Note that DAG-JSON strips extraneous whitespace, the above example is pretty-printed for ease of reading.

DAG-CBOR:

DAG-CBOR is difficult to illustrate as it’s a purely binary format. Our example data encodes to the following binary data represented in hexadecimal:

a764696e74731905396562797465734401030307656c696e6b73d82a58250001711220785197229dc8bb115294
5da58e2348f7e279eeded06cc2ca736d0e879858b501666172726179738301020366666c6f617473fb402abd70
a3d70a3d66737472696e67781ae298baefb88f202077652063616e20646f20737472696e67732168626f6f6c65
616e73f5

But you can use cbor.me via the web, or install github.com/rvagg/cborg on the command line to replace this output with a human-readable one if you have raw CBOR to inspect.

Codecs for Non-IPFS Systems

Every content addressed data system (CAS) defines at least one data storage format. Some formats are common between systems like JSON or CBOR. CBOR is a binary format that is similar to JSON but more compact and able to represent more data types.

Popular content addressed systems (CAS) such as Git, Bitcoin and Ethereum have their own unique and custom formats, specifically engineered to their own use-cases.

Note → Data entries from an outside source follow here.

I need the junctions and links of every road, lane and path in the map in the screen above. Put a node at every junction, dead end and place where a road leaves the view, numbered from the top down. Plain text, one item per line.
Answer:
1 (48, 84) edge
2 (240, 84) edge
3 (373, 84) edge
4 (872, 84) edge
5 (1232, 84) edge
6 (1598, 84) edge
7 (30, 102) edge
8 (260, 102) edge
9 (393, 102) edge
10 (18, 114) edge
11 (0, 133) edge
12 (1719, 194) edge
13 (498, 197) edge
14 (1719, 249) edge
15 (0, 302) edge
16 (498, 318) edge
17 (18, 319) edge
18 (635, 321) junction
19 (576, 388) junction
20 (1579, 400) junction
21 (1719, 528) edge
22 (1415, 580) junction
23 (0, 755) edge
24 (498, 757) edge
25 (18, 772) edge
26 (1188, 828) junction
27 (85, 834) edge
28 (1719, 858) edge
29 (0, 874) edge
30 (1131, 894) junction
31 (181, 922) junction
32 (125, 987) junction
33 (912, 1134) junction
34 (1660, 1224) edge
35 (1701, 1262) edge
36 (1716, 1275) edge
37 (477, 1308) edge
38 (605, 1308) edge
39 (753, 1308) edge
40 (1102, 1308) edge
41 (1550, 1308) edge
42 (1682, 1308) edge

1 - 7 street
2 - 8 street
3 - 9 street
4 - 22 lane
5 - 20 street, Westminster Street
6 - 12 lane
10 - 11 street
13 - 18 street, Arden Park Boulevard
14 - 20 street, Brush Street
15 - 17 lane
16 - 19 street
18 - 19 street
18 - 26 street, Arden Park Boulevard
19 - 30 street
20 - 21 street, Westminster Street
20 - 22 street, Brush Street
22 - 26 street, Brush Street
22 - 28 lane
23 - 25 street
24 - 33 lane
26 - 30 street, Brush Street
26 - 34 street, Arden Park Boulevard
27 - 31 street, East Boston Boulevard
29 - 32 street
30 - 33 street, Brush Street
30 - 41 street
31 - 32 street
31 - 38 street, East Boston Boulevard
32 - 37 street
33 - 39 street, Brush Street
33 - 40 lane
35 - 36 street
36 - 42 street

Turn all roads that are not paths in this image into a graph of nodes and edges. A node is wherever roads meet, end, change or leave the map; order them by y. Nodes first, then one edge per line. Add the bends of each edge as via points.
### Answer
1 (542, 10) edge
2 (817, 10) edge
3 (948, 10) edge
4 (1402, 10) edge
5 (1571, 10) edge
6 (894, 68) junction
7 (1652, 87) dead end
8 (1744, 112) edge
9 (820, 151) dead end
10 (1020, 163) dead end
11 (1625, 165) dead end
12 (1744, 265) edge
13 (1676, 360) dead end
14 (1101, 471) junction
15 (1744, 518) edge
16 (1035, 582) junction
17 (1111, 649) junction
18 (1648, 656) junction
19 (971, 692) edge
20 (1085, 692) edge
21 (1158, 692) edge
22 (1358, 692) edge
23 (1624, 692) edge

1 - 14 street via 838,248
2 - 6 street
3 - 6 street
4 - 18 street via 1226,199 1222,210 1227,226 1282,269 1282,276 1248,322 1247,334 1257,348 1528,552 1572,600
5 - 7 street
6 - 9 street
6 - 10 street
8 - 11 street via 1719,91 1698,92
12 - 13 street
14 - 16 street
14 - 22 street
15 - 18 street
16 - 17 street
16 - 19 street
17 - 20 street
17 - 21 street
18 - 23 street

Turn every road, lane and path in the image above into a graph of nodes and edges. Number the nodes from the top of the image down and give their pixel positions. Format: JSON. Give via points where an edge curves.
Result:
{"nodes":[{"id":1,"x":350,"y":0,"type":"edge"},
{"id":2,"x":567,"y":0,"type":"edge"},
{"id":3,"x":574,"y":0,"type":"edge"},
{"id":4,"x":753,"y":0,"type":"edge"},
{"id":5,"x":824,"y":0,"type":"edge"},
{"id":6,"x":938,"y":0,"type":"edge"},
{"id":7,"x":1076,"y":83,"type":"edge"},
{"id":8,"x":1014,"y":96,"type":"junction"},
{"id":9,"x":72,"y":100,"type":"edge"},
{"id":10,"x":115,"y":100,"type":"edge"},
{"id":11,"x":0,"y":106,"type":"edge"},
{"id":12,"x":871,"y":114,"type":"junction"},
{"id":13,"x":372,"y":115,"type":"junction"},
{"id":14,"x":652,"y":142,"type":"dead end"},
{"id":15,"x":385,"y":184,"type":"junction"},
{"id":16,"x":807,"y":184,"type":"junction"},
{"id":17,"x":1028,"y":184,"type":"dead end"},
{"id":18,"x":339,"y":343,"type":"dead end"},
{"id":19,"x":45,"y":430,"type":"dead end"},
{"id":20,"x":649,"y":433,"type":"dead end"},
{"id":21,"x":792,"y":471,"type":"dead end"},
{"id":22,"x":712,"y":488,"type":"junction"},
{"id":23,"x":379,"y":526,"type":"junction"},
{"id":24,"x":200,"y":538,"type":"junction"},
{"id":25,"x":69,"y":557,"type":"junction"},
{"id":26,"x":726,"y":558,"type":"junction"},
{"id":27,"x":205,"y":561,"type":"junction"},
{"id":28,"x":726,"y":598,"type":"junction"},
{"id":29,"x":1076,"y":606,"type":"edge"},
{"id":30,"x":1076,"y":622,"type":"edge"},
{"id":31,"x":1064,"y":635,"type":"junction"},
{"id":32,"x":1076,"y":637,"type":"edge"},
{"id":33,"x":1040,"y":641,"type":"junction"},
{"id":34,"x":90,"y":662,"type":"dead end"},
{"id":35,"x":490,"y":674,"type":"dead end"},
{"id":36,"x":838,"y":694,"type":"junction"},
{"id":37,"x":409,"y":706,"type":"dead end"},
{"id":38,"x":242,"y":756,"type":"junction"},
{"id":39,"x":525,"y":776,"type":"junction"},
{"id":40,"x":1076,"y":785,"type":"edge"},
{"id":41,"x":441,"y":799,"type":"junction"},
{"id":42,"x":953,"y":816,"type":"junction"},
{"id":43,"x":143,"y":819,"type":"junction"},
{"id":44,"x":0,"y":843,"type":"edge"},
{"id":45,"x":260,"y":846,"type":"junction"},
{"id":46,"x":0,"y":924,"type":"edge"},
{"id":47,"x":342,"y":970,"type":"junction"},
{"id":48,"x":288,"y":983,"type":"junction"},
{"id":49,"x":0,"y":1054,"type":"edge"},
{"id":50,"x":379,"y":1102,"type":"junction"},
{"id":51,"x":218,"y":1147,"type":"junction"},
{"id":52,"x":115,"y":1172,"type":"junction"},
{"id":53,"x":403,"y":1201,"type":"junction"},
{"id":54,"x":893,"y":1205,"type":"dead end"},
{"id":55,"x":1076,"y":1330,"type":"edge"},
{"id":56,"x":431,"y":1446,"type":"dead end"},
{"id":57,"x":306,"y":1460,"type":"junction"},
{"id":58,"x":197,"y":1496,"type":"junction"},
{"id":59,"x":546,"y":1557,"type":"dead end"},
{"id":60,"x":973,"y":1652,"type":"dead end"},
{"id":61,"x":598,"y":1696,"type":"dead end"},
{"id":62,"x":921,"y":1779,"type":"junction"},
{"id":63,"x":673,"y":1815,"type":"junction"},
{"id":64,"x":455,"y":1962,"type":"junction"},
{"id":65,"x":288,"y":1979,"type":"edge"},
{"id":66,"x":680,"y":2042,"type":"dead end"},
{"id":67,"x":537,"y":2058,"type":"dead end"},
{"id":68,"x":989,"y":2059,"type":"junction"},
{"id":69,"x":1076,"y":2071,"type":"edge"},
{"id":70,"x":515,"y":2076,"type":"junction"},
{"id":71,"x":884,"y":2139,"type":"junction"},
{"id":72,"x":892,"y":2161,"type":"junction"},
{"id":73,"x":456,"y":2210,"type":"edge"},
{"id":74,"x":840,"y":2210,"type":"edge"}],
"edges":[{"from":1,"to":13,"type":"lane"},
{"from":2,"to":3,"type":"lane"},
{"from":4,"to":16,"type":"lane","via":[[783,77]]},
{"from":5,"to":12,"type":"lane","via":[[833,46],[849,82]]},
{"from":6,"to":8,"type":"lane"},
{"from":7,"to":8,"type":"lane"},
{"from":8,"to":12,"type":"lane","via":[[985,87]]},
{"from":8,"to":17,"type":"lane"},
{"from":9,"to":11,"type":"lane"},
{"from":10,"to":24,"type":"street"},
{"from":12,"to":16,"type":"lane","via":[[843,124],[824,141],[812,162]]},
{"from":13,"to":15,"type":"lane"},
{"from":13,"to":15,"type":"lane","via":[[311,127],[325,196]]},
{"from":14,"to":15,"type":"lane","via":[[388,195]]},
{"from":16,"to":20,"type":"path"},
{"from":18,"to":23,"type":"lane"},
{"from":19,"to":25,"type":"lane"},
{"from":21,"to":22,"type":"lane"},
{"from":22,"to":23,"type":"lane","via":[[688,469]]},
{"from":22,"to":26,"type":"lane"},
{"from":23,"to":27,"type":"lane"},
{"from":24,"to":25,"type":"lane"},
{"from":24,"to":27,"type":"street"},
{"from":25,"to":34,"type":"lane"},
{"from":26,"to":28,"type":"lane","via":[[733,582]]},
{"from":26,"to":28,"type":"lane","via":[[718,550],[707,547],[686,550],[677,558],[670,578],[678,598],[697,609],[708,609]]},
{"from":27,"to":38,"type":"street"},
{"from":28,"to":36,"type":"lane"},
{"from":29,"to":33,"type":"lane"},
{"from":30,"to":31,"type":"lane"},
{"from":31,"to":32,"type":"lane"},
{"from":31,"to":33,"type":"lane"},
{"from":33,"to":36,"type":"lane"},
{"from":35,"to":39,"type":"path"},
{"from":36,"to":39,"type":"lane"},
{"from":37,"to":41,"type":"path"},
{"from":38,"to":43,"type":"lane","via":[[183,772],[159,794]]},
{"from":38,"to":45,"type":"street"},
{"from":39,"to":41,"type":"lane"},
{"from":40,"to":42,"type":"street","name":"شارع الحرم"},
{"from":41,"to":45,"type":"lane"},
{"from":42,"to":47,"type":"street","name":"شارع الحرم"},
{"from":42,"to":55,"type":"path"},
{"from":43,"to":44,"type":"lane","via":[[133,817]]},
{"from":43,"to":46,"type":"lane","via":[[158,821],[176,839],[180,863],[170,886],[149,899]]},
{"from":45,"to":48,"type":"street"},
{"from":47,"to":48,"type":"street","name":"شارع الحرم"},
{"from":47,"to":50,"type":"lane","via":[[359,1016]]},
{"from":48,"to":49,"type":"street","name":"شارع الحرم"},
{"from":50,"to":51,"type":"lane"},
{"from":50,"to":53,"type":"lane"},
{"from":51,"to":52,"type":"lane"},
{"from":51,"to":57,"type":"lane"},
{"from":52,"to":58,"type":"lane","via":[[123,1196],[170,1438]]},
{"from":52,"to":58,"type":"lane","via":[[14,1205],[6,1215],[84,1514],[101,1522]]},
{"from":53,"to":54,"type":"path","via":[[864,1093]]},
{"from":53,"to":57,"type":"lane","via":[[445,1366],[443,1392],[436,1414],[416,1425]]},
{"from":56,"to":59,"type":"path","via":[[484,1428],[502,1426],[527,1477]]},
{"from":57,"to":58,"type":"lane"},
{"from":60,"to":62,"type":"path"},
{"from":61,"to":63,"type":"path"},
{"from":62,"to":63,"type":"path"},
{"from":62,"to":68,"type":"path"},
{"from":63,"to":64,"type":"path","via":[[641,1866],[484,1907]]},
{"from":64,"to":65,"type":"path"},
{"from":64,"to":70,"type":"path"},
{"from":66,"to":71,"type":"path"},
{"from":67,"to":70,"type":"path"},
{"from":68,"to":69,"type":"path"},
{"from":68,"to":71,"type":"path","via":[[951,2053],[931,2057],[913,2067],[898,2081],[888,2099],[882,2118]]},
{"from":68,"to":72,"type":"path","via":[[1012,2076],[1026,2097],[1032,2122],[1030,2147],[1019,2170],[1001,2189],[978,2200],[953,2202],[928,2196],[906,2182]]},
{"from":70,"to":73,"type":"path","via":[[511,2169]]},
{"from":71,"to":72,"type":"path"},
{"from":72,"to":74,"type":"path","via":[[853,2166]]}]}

IPLD has had codecs written for many different content addressed systems:

  • Git (multicodec code 0x78)
  • Bittorrent (multicodec code 0x7b and 0x7c)
  • Bitcoin (multicodec codes 0xb0, 0xb1, 0xb2)
  • Ethereum (multicodec codes 0x90 to 0x9a)
  • … and more

Caveat: as these are not core to IPFS or IPLD, most of these codecs are usually not as actively maintained as the IPLD-native codecs and may need some love!

Knowing these codecs and how data is formatted underneath, would enable IPLD developers to traverse their respective content addressed systems (CAS). Codecs, along with the Data Model, allows developers to make sense of the custom formats of other CASs.